+++ DATA FOR REVIEW +++

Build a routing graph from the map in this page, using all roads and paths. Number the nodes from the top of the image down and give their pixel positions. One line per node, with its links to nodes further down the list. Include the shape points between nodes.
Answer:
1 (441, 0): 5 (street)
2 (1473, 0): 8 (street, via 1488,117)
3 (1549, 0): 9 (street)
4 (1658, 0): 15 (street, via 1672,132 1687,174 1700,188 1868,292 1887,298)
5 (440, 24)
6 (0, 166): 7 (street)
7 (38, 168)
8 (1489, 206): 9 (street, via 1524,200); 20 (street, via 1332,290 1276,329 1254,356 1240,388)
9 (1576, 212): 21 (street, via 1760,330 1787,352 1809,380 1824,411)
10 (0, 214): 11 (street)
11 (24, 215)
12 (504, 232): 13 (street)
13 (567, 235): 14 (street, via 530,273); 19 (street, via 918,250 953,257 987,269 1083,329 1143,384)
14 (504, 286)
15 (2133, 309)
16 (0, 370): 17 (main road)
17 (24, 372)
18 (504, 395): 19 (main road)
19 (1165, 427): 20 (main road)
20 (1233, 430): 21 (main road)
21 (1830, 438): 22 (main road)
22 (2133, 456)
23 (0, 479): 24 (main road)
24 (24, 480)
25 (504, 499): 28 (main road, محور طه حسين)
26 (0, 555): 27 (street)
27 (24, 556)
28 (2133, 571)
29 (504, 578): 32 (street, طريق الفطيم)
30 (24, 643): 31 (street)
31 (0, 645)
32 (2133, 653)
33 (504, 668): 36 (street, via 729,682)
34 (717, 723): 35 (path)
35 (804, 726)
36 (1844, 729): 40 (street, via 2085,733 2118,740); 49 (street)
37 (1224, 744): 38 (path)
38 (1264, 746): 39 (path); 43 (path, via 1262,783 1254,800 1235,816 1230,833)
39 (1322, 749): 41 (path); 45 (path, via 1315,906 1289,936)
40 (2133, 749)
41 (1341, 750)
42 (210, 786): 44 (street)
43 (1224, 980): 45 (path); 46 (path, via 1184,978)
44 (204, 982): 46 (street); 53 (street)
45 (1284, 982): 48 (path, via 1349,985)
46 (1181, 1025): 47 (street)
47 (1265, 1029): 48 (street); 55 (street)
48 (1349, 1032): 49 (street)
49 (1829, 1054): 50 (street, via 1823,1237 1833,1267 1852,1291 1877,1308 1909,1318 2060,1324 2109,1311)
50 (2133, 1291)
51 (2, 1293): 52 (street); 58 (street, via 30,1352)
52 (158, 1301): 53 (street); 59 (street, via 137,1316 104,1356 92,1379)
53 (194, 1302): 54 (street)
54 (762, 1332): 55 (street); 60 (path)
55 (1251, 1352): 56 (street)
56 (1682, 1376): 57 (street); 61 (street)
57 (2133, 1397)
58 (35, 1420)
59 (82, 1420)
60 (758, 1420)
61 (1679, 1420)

+++

Copy, from the lines above, each one that holds "main".

> RESPONSE BELOW:
16 (0, 370): 17 (main road)
18 (504, 395): 19 (main road)
19 (1165, 427): 20 (main road)
20 (1233, 430): 21 (main road)
21 (1830, 438): 22 (main road)
23 (0, 479): 24 (main road)
25 (504, 499): 28 (main road, محور طه حسين)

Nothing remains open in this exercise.